## WORK REQUEST
Take the line that contains "thumb tip: (616, 499)" as the first line and the final line of the records as the last; return exactly those lines and the lines between.

People photos with keypoints
────────────────────
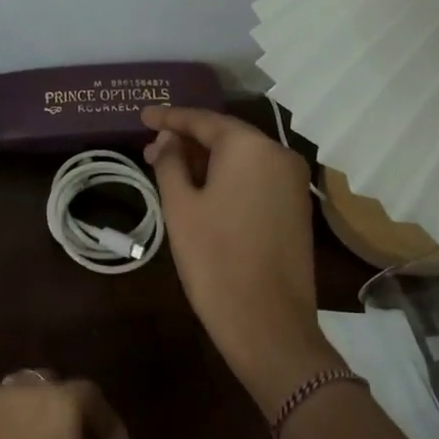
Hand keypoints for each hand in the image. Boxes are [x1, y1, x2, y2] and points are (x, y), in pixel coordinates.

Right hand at [141, 106, 340, 414]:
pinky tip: (201, 189)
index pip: (203, 120)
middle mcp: (279, 154)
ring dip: (206, 161)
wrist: (268, 323)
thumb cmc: (214, 259)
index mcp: (250, 147)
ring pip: (242, 158)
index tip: (142, 115)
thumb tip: (168, 139)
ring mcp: (292, 182)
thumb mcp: (181, 207)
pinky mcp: (296, 207)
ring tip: (169, 170)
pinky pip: (256, 178)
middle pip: (226, 136)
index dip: (169, 117)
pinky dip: (227, 177)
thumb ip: (170, 163)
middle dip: (187, 141)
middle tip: (150, 149)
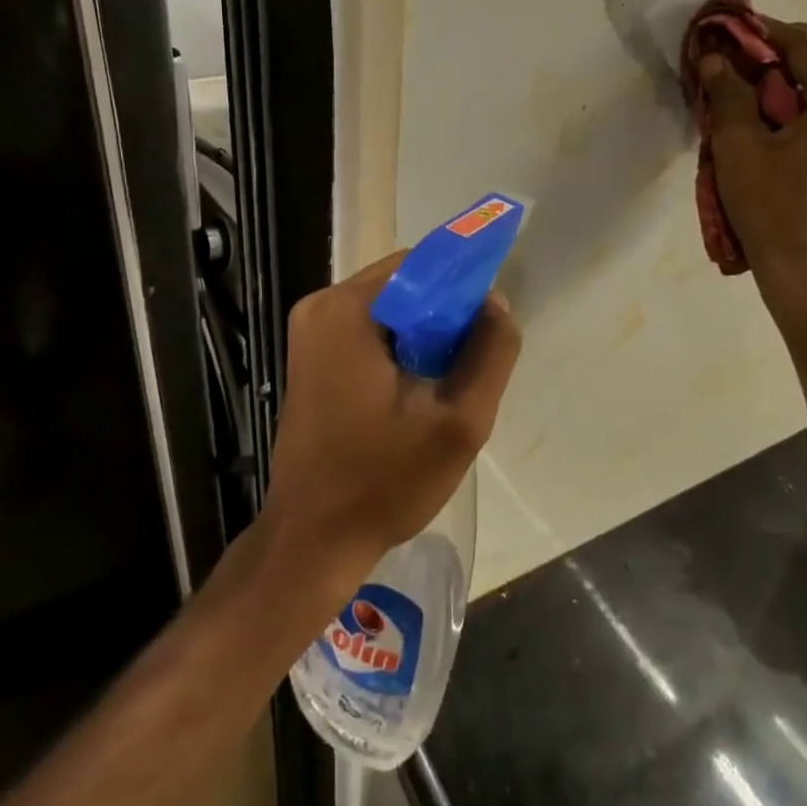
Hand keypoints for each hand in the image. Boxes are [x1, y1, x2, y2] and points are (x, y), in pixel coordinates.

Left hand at [261, 252, 522, 590]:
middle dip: (445, 315)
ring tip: (446, 383)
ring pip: (391, 309)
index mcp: (346, 310)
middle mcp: (321, 308)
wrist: (313, 541)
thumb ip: (490, 352)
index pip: (422, 264)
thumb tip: (495, 302)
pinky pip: (371, 331)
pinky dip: (402, 347)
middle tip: (470, 363)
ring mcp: (311, 333)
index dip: (464, 286)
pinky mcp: (312, 357)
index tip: (489, 325)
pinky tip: (418, 391)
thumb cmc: (384, 482)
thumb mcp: (459, 421)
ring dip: (426, 334)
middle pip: (405, 284)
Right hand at [700, 20, 806, 302]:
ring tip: (761, 71)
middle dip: (799, 40)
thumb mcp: (738, 145)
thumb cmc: (767, 202)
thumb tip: (715, 59)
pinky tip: (775, 105)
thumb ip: (729, 94)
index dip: (770, 30)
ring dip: (805, 65)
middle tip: (758, 43)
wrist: (796, 261)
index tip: (737, 25)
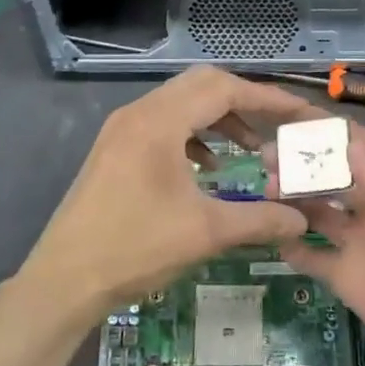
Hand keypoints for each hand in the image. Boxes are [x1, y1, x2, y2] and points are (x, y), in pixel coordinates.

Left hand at [16, 67, 315, 325]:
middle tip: (277, 126)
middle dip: (244, 102)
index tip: (301, 113)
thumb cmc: (134, 248)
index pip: (224, 89)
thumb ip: (259, 220)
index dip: (268, 98)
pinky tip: (207, 168)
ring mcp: (121, 130)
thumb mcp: (205, 233)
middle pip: (202, 86)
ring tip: (250, 149)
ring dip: (218, 119)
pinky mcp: (114, 150)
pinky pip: (163, 124)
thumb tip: (301, 221)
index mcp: (159, 121)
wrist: (63, 280)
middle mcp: (138, 113)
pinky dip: (193, 136)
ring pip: (181, 104)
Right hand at [274, 125, 364, 365]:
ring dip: (291, 196)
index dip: (329, 131)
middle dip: (301, 161)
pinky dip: (290, 243)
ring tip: (265, 188)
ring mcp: (361, 241)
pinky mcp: (346, 278)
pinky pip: (311, 255)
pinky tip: (270, 231)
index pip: (361, 145)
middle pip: (332, 173)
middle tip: (266, 154)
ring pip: (316, 208)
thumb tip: (345, 146)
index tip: (290, 116)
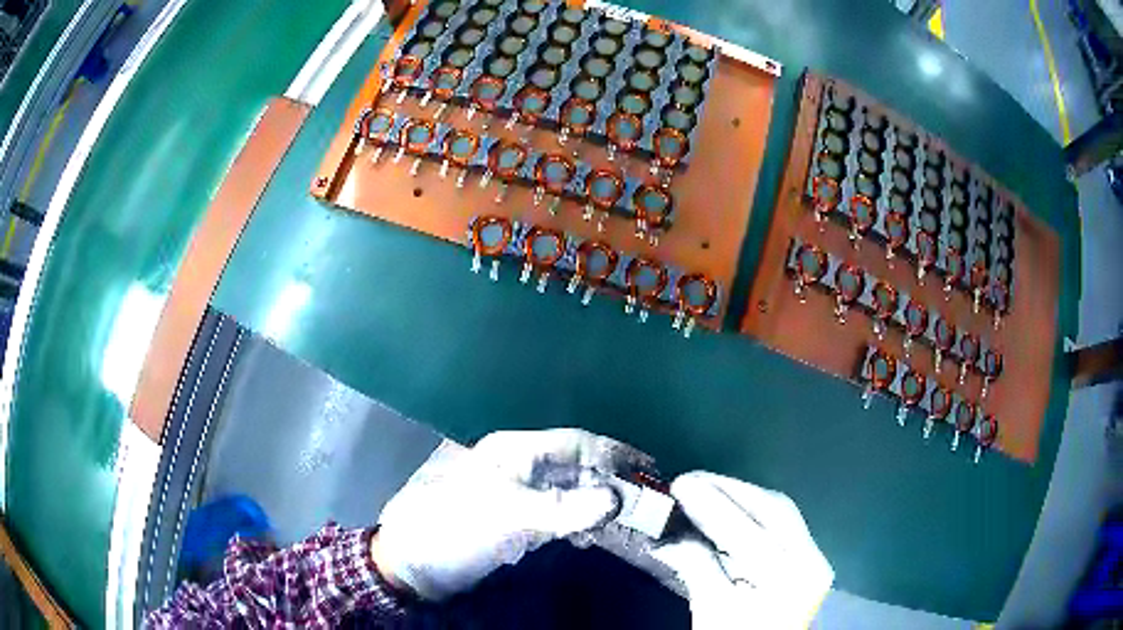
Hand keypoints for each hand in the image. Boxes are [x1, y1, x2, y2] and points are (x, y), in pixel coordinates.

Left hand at [374, 428, 649, 600]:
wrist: (414, 561)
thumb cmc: (455, 529)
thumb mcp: (507, 517)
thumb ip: (562, 508)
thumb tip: (616, 499)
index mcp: (515, 451)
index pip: (577, 444)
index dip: (616, 454)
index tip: (652, 468)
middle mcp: (519, 465)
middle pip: (577, 465)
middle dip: (613, 479)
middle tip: (649, 498)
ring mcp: (517, 493)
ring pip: (570, 489)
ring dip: (598, 502)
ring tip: (629, 519)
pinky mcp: (515, 518)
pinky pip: (558, 512)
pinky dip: (579, 520)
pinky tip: (590, 535)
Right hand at [652, 472, 833, 628]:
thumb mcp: (711, 610)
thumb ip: (697, 567)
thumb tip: (671, 534)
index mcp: (787, 580)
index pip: (750, 533)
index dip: (713, 505)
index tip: (680, 485)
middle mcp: (810, 561)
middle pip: (774, 510)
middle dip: (731, 489)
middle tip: (690, 479)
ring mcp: (812, 557)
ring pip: (780, 512)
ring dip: (741, 496)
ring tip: (704, 487)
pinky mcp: (806, 557)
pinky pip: (781, 523)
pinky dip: (752, 511)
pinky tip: (727, 506)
────────────────────
## SOLUTION TO THE PROBLEM
thumb tip: (616, 499)
index mcp: (515, 451)
index pip: (577, 444)
index dip: (616, 454)
index tip: (652, 468)
middle mcp: (519, 465)
middle pip: (577, 465)
middle dip: (613, 479)
middle tip: (649, 498)
ring mcp: (517, 493)
ring pip: (570, 489)
ring dip: (598, 502)
ring tip: (629, 519)
pinky mcp: (515, 518)
pinky pip: (558, 512)
pinky dip: (579, 520)
pinky tip: (590, 535)
Right hand at [652, 472, 833, 628]:
thumb mcp: (711, 610)
thumb ip: (697, 567)
thumb tip: (671, 534)
index mcp: (787, 580)
index pip: (750, 533)
index dip: (713, 505)
index tip: (680, 485)
middle mcp: (810, 561)
middle pip: (774, 510)
middle dip: (731, 489)
middle tip: (690, 479)
ring mcp: (812, 557)
ring pip: (780, 512)
ring dip: (741, 496)
ring tip: (704, 487)
pinky mcp: (806, 557)
pinky pip: (781, 523)
pinky dip: (752, 511)
pinky tip: (727, 506)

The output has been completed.